The actual surgical process takes a few hours and involves the replacement of the hip joint with an artificial joint. Your hip joint is made up of two parts: the socket, in your hipbone, and the ball, which sits at the top of your upper leg bone (femur). After performing an incision and approach, the surgeon will remove diseased and damaged bone and cartilage from your hip, and begin to fit the artificial hip joint. Although there are many types of designs and materials used in artificial hip joints, there are usually four main components:
- A prosthetic metal socket is fitted into your hipbone.
- A liner is fitted on top of the metal socket. This will allow the hip to move smoothly.
- The femur is prepared for the attachment of the new femoral stem and ball. The head of the femur is removed and the bone is reformed so that the new metal femoral stem fits in cleanly. The metal femoral stem will add stability to the joint.
- At the top of the stem is the new ball, made of either metal or ceramic, which will replace the round head of your thighbone. The ball is attached to the socket, completing the artificial hip joint.
These new components will be fixed to the bone either by using bone cement or a "press fit" that allows your bone to grow into a fine mesh coating on the prosthesis.
What to Expect Afterwards
A typical hospital stay after hip replacement surgery is three to five days, during which a physical therapist will help you to develop and begin a rehabilitation plan. The therapist will begin to walk you through isometric exercises, ankle and other joint movement, and dressing, walking, and moving safely. Immediately after surgery, you'll be at a higher risk for blood clots in your legs; your physical therapist and surgeon will instruct you on what preventative measures to take.

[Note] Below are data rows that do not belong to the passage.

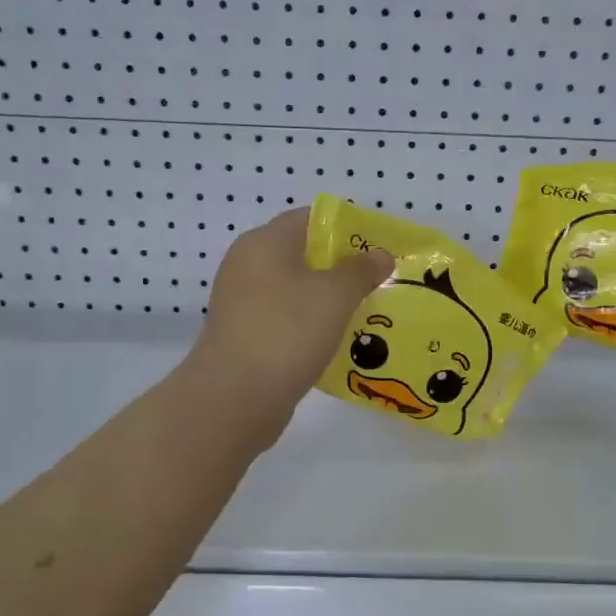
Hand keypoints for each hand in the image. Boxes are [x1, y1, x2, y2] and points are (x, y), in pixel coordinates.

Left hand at [187, 207, 394, 435]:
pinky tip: (336, 340)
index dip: (346, 228)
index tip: (377, 248)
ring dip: (327, 299)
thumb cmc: (287, 332)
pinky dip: (310, 324)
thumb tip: (380, 255)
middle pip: (302, 254)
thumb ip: (360, 271)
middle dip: (341, 266)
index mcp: (265, 242)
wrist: (235, 397)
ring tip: (365, 312)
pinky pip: (286, 318)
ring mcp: (243, 302)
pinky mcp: (245, 334)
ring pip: (295, 290)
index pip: (309, 218)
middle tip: (378, 282)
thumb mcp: (335, 296)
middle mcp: (248, 265)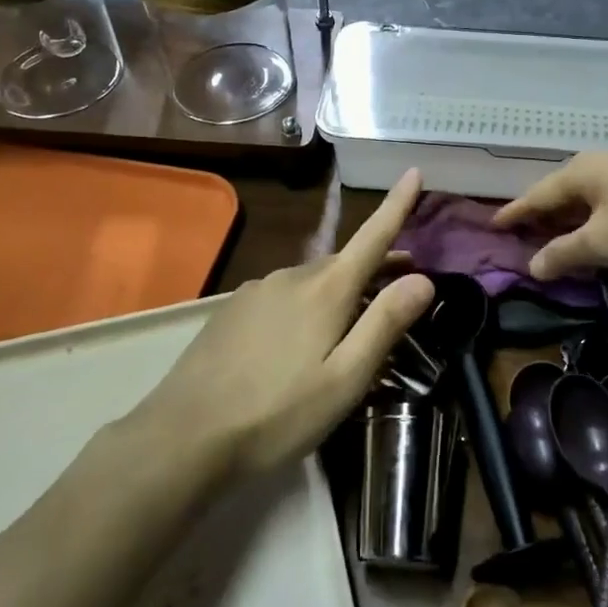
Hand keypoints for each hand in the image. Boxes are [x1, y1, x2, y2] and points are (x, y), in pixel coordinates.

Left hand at [144, 170, 433, 477]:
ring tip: (350, 323)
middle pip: (344, 262)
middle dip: (376, 265)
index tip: (414, 171)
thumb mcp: (344, 379)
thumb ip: (384, 324)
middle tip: (403, 281)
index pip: (372, 236)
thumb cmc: (277, 413)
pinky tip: (297, 341)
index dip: (396, 205)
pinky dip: (305, 305)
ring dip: (339, 290)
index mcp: (325, 290)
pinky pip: (283, 296)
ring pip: (311, 281)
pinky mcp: (233, 309)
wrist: (185, 435)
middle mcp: (291, 276)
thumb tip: (423, 279)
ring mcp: (257, 290)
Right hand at [491, 151, 607, 281]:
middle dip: (547, 211)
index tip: (495, 224)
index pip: (539, 193)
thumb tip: (532, 265)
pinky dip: (606, 211)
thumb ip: (564, 253)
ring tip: (568, 230)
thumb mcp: (603, 244)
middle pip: (567, 188)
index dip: (516, 212)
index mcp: (584, 170)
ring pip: (597, 190)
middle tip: (529, 231)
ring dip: (578, 212)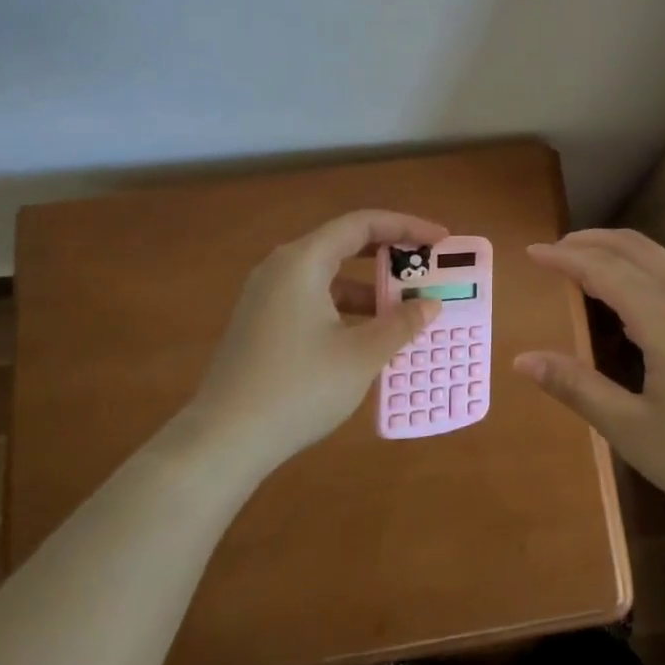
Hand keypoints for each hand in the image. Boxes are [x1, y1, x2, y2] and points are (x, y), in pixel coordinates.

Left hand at [186, 209, 446, 469]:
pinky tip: (368, 336)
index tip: (440, 241)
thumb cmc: (299, 388)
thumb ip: (400, 324)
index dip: (406, 227)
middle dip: (389, 255)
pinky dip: (346, 307)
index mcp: (302, 262)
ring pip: (328, 276)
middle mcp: (281, 268)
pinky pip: (313, 299)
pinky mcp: (261, 323)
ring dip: (369, 288)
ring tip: (405, 309)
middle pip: (343, 244)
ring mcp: (266, 296)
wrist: (224, 440)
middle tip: (426, 268)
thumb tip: (429, 305)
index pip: (362, 224)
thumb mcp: (361, 356)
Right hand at [514, 228, 664, 536]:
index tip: (530, 252)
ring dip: (619, 254)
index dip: (563, 257)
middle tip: (554, 249)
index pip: (602, 269)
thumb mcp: (636, 432)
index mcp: (664, 316)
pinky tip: (634, 304)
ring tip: (586, 268)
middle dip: (591, 241)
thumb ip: (578, 388)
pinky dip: (642, 273)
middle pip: (634, 248)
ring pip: (660, 261)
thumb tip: (523, 359)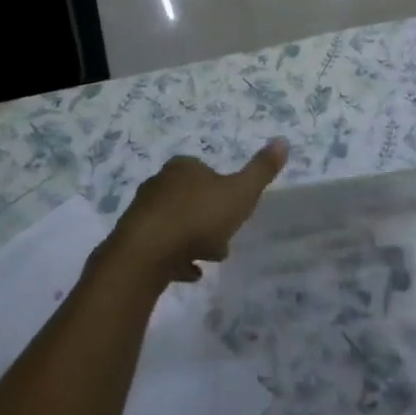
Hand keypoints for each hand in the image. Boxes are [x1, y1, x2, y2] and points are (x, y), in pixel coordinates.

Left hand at [98, 140, 288, 288]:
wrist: (146, 254)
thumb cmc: (198, 217)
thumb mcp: (240, 193)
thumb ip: (261, 170)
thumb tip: (283, 140)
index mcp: (183, 168)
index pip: (206, 172)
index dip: (223, 192)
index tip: (234, 213)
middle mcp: (159, 183)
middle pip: (191, 199)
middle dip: (209, 219)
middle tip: (223, 241)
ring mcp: (143, 212)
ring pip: (176, 223)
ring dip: (192, 240)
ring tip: (207, 261)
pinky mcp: (132, 239)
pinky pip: (160, 247)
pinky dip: (175, 259)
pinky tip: (189, 274)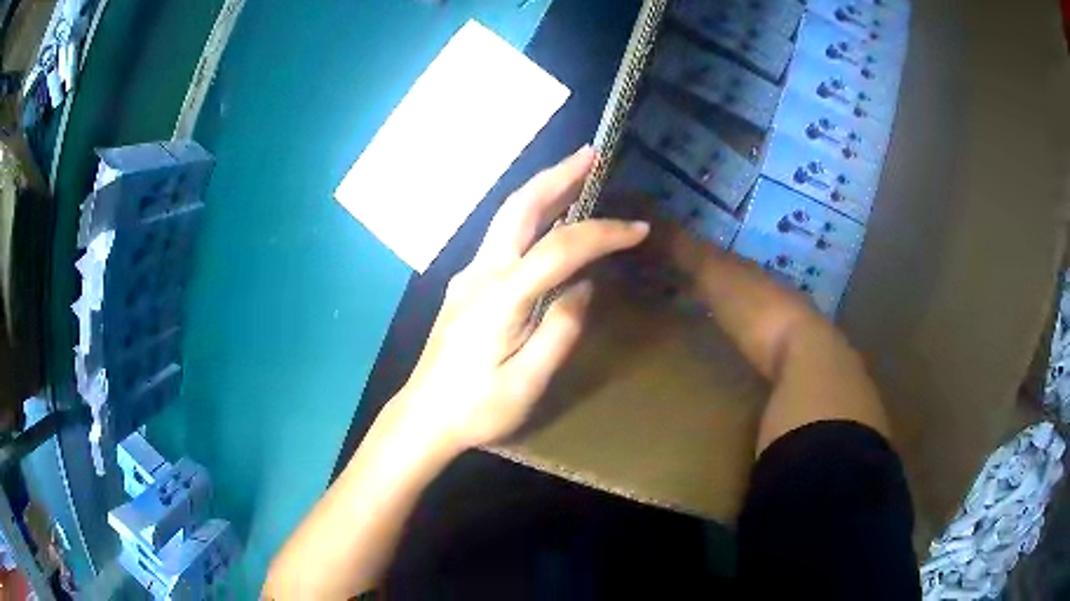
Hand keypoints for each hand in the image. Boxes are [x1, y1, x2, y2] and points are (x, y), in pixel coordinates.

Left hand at [394, 147, 648, 451]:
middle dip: (558, 175)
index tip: (638, 229)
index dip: (602, 233)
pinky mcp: (466, 284)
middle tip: (592, 153)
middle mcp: (481, 272)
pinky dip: (530, 213)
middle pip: (519, 207)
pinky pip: (502, 235)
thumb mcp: (527, 383)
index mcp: (501, 297)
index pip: (559, 248)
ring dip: (542, 188)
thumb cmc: (477, 409)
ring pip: (506, 216)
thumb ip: (560, 331)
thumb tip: (583, 287)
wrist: (424, 416)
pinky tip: (548, 217)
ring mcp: (468, 275)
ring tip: (576, 170)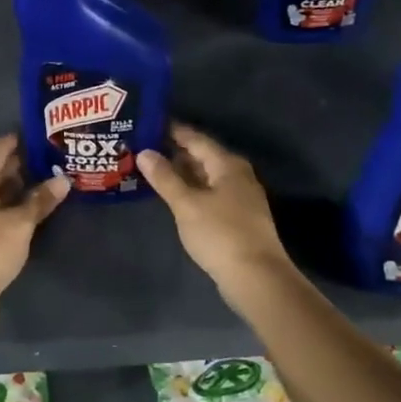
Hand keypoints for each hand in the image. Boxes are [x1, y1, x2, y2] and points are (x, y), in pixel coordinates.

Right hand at [137, 124, 290, 284]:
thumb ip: (165, 178)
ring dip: (182, 173)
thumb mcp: (186, 205)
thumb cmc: (220, 234)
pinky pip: (210, 193)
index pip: (195, 139)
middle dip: (174, 152)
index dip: (172, 131)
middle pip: (202, 156)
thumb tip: (144, 152)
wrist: (257, 278)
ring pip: (206, 176)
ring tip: (152, 169)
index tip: (148, 123)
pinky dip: (191, 190)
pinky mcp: (238, 218)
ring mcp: (240, 197)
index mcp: (227, 165)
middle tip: (143, 147)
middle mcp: (237, 175)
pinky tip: (174, 196)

Afterwards, some patients may spend time at a rehabilitation center prior to returning home while others will be able to go straight home. At home, recovering patients should continue to exercise daily. At first, you will need an assistive device to walk, and may want to consider making some helpful modifications to your home, such as getting a raised toilet seat. There are certain precautions that you should take to ensure a full recovery, such as avoiding falls, not crossing your legs, and not bending your hips more than a 90-degree angle. Although complications from hip replacement surgery are extremely rare, you should also watch for any changes around the surgical incision, and contact your surgeon immediately if any complications arise.
After about six weeks, you should be able to walk without any assistance and, following your surgeon's advice, return to regular activities like driving, household chores, and work activities. Full recovery may take anywhere from three to six months. At that point, you may be able to return to engaging in low-impact recreational activities such as swimming, biking, and doubles tennis. Nearly 200,000 people undergo hip replacement surgery a year in the United States, and their results are usually excellent, with surgery relieving most or all of arthritis-associated hip pain and allowing patients to return to normal day-to-day activities.